Demorou para perceber que se importava demais com os outros, sem reciprocidade. Nem ele se priorizava. Mesmo estando rodeado de pessoas, sentia-se sozinho.

Todo esse acúmulo de vivências, traumas e rejeições emaranhavam-se num nó. Separação dos pais, falta de emprego em São Paulo, solidão com um relacionamento encerrado abruptamente. Por quatro vezes, tentou tirar a própria vida.

Há seis anos, Moisés vive um novo relacionamento. Ele diz amar seu parceiro, porém não sente retorno desse afeto. Com o passar do tempo o convívio tem se tornado frio, distante e instável.

Em 2020, com o isolamento social causado pela pandemia de Covid-19, a solidão aumentou ainda mais. Ele começou a preencher o vazio interior com objetos que achava na rua, principalmente tampinhas de garrafa. Virou um acumulador.

Foi em meio a esse turbilhão que conheceu a ONG EternamenteSOU, um local de acolhimento para idosos LGBTQIAPN+. Ele não esconde que lá entendeu, pela primeira vez, o que é o afeto.

– Me sinto acolhido. As pessoas que frequentam o EternamenteSOU são companheiras. Dão amor e carinho, independente da classe social. A gente não precisa de coisa material, precisa mais de um abraço. Tenho assistência, estou sabendo lidar com tudo isso trabalhando minha saúde mental.

Com as rodas de conversa, os dias de teatro e o acompanhamento da psicóloga Valéria, que se tornou uma figura fundamental, está conseguindo cicatrizar suas feridas. Finalmente, está cuidando de si.

A garagem, antes lotada de caixas, vem se esvaziando. Agora, com 63 anos, Moisés sobrevive como vendedor de roupas de brechó, conta com a ajuda do projeto e o apoio incondicional de seus sobrinhos e sobrinhas, que faz questão de enumerar nome por nome:

– Leonardo, Thamires, Thainá, Yuri, Brian, Vitória, Lorenzo, Lucas, Breno e Alan.

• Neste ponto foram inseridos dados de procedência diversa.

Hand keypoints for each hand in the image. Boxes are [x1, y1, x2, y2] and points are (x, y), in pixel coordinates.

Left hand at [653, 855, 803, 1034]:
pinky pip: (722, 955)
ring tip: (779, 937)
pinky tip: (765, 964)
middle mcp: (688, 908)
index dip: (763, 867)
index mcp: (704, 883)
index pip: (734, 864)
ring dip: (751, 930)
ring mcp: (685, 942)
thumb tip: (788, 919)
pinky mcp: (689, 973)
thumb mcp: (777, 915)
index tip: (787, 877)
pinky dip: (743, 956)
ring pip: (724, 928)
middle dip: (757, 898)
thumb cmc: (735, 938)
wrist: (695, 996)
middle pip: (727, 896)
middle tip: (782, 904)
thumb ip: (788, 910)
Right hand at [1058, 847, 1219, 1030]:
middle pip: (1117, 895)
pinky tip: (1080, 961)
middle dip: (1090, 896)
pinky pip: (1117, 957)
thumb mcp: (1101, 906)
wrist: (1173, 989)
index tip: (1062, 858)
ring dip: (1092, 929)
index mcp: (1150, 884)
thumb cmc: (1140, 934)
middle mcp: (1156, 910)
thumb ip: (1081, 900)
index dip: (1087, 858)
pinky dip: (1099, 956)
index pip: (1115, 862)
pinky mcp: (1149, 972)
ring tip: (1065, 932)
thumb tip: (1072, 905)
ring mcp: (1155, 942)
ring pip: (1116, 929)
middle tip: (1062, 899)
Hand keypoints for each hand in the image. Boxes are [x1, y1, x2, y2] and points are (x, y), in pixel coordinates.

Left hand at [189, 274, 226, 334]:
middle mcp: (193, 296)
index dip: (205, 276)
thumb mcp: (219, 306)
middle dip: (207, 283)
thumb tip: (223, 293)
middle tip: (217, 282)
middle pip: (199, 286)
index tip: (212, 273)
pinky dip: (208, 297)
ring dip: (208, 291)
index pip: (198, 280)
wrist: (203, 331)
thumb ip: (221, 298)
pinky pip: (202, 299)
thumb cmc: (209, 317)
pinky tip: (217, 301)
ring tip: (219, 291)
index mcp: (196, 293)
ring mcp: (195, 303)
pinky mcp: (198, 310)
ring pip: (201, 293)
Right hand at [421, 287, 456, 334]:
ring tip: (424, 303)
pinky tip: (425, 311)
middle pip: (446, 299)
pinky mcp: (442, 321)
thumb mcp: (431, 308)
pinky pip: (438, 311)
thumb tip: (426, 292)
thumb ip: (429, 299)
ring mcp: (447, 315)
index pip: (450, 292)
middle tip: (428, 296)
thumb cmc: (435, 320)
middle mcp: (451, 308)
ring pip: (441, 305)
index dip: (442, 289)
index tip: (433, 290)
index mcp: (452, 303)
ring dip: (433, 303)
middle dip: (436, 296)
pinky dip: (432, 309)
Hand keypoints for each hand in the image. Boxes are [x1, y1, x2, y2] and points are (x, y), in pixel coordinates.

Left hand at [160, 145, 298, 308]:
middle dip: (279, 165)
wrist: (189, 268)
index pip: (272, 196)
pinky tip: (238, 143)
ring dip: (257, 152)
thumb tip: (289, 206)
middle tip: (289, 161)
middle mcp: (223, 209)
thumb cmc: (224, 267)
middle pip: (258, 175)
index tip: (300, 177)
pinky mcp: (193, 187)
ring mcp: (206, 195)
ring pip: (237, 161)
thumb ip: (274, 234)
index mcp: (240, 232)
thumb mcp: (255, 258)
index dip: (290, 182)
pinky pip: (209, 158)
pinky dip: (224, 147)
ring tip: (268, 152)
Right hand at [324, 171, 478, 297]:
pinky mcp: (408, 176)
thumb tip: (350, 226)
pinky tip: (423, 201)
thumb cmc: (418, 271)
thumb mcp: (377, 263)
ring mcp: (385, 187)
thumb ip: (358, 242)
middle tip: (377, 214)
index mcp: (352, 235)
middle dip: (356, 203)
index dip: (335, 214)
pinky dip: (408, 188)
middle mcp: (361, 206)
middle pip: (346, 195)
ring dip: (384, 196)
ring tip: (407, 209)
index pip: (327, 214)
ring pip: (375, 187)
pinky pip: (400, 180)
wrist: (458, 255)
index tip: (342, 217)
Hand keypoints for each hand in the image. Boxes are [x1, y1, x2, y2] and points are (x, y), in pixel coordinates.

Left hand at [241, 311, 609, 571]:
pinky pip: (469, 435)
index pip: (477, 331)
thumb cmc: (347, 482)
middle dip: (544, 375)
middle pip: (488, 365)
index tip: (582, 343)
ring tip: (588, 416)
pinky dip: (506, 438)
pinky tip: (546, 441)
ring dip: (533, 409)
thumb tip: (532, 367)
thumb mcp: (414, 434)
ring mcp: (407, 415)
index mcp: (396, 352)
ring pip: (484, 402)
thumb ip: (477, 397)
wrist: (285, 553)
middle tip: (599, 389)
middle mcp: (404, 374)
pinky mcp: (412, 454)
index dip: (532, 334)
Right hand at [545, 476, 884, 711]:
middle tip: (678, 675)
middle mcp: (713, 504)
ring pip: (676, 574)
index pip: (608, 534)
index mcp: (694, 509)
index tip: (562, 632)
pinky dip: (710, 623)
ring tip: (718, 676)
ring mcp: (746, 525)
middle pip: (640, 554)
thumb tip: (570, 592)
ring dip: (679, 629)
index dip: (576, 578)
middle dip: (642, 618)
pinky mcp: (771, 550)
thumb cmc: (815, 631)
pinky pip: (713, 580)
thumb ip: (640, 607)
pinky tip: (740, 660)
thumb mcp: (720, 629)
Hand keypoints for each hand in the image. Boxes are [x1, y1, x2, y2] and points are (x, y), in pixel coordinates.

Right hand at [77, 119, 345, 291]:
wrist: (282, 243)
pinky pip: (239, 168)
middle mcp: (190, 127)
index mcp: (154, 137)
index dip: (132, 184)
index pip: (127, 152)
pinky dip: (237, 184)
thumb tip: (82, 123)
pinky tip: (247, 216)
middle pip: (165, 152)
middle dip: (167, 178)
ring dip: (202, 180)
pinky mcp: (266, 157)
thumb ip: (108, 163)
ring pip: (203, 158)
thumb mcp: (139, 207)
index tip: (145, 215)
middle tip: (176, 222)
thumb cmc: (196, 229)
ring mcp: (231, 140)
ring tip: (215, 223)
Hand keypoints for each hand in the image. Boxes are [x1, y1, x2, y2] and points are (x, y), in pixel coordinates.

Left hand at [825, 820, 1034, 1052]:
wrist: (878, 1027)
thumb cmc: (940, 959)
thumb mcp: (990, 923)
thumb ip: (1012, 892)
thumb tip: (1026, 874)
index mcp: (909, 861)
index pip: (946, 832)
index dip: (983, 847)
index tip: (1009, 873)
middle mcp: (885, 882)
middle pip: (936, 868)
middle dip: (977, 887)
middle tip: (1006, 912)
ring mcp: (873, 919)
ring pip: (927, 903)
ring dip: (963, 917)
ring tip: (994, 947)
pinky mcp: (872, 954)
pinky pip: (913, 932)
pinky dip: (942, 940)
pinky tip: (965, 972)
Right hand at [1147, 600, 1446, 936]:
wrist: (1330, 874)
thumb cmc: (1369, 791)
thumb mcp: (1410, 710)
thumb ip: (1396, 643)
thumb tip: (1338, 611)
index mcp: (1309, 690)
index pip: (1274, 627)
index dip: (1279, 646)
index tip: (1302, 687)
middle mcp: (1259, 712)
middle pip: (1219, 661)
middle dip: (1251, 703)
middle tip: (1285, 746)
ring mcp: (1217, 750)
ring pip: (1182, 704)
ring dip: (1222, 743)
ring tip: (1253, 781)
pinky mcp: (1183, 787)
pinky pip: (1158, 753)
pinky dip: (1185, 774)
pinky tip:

Mesmo que a vida tenha o preparado, ainda teme o futuro e tem medo de parar em um asilo. A luta contra a depressão continua. Cada abraço, conversa, e cuidado importa.

Moisés atravessou um mar de vazios, até perceber que o mais importante é o amor próprio.

– Aprendi isso: para amar alguém, primeiro é preciso se amar.

Eternamente SOU
Saiba mais

A EternamenteSOU, criada em 2017, é uma associação sem fins lucrativos focada no público idoso LGBTQIAPN+. A organização tem como objetivo desenvolver atividades, serviços, atendimentos e acolhimento psicossocial para as pessoas que sofrem algum tipo de intolerância ou preconceito, como o etarismo.

A ONG, além de incentivar a inclusão social, proporciona a garantia de direitos humanos, cidadania LGBTQIAPN+ e uma velhice digna e ativa para cada integrante.